I am technically on vacation, but I have taken a little bit of time to get started on one of my sabbatical projects. You see, we are trying something new in our Sunday school. We are going to a "one room" model in which all of the kids will work together on a single topic and then (at the end of each unit) will present something (a play, readings, music, or reflections) during worship. I, at least, have high hopes for this. I hope the kids are engaged. I hope the parents are engaged as well. Maybe that is why I have taken it upon myself to develop the curricula for four of the five units.
The first of these units (ending with a play on Reformation Sunday) is about women in the church. In particular, we are focusing on one of the giants of Universalism, Olympia Brown. There is a lot to say about her. Here it must suffice to point out that she was a "first-generation" suffragist, an abolitionist, and the first woman to be ordained and serve a congregation while also being fully recognized as a minister by her denomination. She was smart, determined, tough, and (according to many) a great preacher and pastor. In my world she is held up as a role model for ministers of all gender identities.

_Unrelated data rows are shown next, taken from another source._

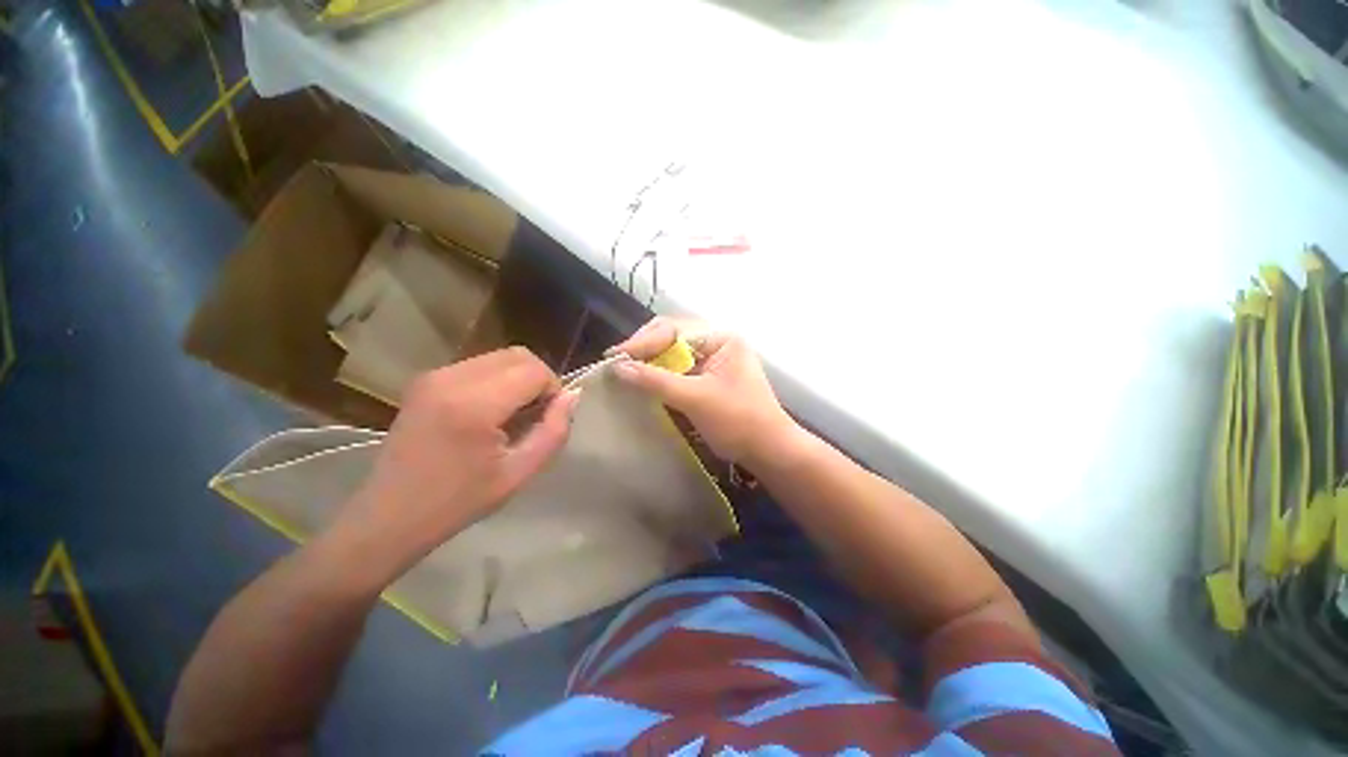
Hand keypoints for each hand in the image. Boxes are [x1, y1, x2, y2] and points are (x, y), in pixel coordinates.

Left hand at [334, 348, 578, 573]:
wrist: (388, 517)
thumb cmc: (458, 502)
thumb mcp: (519, 473)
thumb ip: (554, 431)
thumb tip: (572, 396)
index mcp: (475, 404)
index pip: (535, 371)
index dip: (553, 390)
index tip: (548, 418)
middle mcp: (451, 378)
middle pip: (518, 355)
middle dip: (538, 379)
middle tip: (536, 414)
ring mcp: (434, 376)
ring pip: (500, 357)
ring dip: (518, 379)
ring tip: (513, 414)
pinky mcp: (425, 380)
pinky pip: (479, 365)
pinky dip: (497, 380)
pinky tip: (490, 412)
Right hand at [609, 317, 794, 463]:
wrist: (769, 450)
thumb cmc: (738, 421)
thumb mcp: (695, 399)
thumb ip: (655, 380)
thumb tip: (618, 367)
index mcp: (720, 338)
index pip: (673, 330)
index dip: (642, 342)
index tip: (615, 357)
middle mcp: (717, 341)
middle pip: (672, 336)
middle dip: (645, 348)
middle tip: (618, 362)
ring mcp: (714, 359)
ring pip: (674, 353)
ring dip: (650, 361)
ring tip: (625, 370)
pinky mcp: (710, 376)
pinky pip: (680, 368)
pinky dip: (661, 374)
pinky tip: (645, 380)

Of course, I want people in my church and Sunday school to know more about this remarkable person. However, I am also well aware of the context in which they will be learning about her. This unit begins when people come back from their summer adventures and it will end on October 23, the day Brown died (in 1926). Obviously, we will be thinking about another leader during that time. We will be thinking about (hopefully) the impending election of Hillary Clinton as the first female president of the United States. Brown was one of the few women of her generation of feminists who had the opportunity to vote for the 19th amendment. I cannot help but wonder what she would say about our momentous opportunity.
I have watched parts of both the Republican and Democratic national conventions. I have followed the election coverage. I have been involved in many conversations with political friends and foes. So often we seem to be stepping around conversations about gender. Some people (pundits, mostly) seem to feel it's not that big a deal anymore. Others, perhaps, are struggling with their own feelings. I even get why this event is occasionally downplayed by Clinton supporters. It appears that many in my white male cohort are intimidated by the possibility of a female president. I suspect others from other cohorts are as well. There is always the question of how much our impressions of her--those famous "unfavorable" ratings--are based on our own unrecognized biases.

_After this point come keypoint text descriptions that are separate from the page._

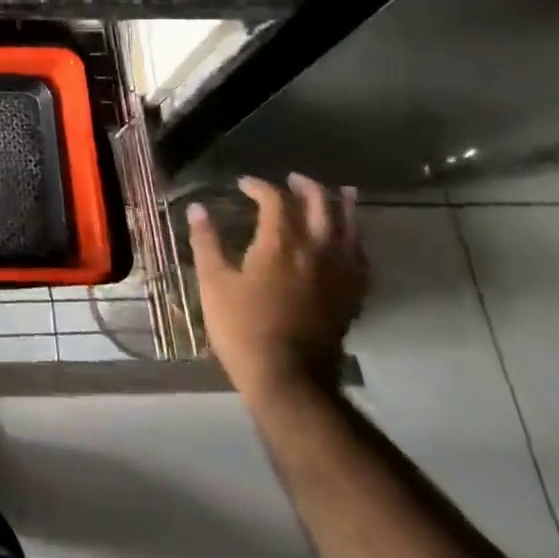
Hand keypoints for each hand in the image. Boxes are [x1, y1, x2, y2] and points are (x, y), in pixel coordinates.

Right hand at [187, 174, 367, 402]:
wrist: (288, 378)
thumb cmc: (242, 327)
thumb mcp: (213, 282)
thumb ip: (206, 242)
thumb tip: (197, 208)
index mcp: (280, 243)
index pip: (275, 199)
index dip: (259, 186)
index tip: (243, 185)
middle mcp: (316, 250)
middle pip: (320, 205)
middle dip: (306, 187)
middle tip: (292, 180)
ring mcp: (340, 273)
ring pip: (350, 227)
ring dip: (343, 206)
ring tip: (342, 193)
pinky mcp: (352, 295)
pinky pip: (362, 257)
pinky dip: (357, 240)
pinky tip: (352, 240)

I am not intimidated. I am looking forward to it. That said, having been raised from the cradle as part of the American left, I have never voted for her (or her husband for that matter) in the primaries. This time around I was excited by the energy that Sen. Sanders has brought and I am looking forward to participating in whatever his (our) movement generates in the future. However, like the vast majority of Sanders supporters (look it up), I will proudly and happily vote for Sec. Clinton. We are making history, people! My vote will not be anti-Trump (at least not entirely). It will be anti-fear and pro-future.

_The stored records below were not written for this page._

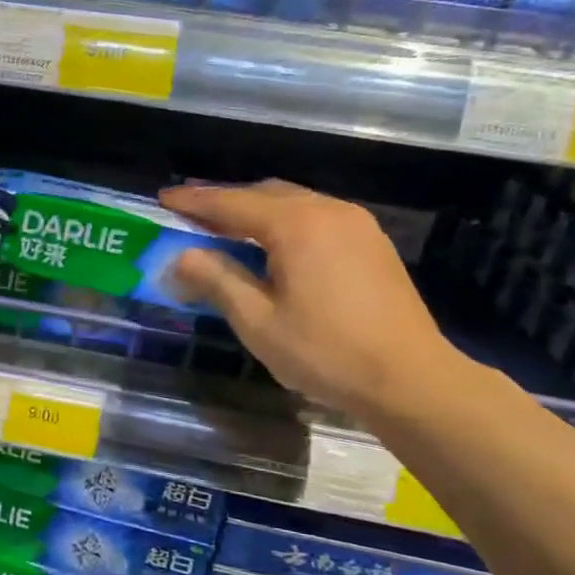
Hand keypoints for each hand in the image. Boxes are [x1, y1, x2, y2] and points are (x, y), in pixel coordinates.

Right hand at [160, 181, 458, 419]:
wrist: (411, 380)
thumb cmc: (326, 352)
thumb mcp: (257, 321)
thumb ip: (216, 279)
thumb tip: (181, 256)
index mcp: (296, 225)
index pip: (231, 202)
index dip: (194, 200)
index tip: (163, 198)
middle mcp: (328, 211)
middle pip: (264, 193)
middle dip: (224, 201)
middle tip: (190, 216)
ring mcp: (356, 224)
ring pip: (293, 203)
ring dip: (255, 211)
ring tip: (226, 230)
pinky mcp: (371, 243)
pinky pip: (316, 217)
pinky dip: (284, 222)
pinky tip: (272, 247)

Even if you are not voting for her, it is hard to miss the significance of this moment. Sexism in this country is so vast a force that we participate in it without even being aware. We all do. We have never known a different way. This is part of why we see so much resistance. There is a disconnect. We experience a cognitive dissonance when we think of the idea that--after a run of 44 men of varying competency--we will be doing something different. Will doing the different thing cure us of sexism? Obviously not. Electing Barack Obama didn't cure us of racism, did it? That said, it is a huge step and one I look forward to making.
Anyway, as I prepare for this religious education unit I am aware that I will not be there to help teach. Two of my sons will be there (at least part of the time) and I will certainly follow its progress. I hope that the people who are connected with it (kids, teachers, parents, and congregants) will greet with excitement the chance to look back to a time not so long ago. I hope they take advantage of what is going on around them. I hope they celebrate how far we have come.
Yep, I am a minister and have revealed my political preferences and party affiliation. I will remind you that Burbania Posts is not affiliated with the congregation I serve. All the opinions herein are my own and not necessarily those of my congregation or individual members of that congregation.